== Task to carry out ==
Starting with the line that contains "pinky pip: (1098, 737)", write out each line through the end of the listing, unchanged. Output nothing else.

== Stored data ==
==*==

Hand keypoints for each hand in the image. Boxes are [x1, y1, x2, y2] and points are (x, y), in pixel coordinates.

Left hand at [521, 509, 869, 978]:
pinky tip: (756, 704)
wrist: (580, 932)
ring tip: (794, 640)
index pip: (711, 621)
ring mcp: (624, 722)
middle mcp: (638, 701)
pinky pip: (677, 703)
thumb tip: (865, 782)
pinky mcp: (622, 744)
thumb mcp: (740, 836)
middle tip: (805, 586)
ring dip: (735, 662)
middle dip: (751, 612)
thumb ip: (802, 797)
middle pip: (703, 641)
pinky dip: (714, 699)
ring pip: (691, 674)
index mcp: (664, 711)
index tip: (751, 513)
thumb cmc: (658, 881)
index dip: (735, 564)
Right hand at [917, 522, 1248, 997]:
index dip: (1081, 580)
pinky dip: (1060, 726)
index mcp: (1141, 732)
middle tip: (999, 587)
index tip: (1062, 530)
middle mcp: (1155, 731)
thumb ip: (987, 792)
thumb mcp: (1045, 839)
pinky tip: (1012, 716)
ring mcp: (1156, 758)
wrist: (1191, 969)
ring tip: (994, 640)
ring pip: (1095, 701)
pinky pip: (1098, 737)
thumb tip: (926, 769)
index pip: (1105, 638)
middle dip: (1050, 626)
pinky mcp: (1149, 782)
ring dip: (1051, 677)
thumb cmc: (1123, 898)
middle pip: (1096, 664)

==*==

== Answer space ==
pinky pip: (1098, 737)
thumb tip: (926, 769)
index pip: (1105, 638)
middle dip: (1050, 626)
pinky mcp: (1149, 782)
ring dip: (1051, 677)
thumb cmc: (1123, 898)
middle pip: (1096, 664)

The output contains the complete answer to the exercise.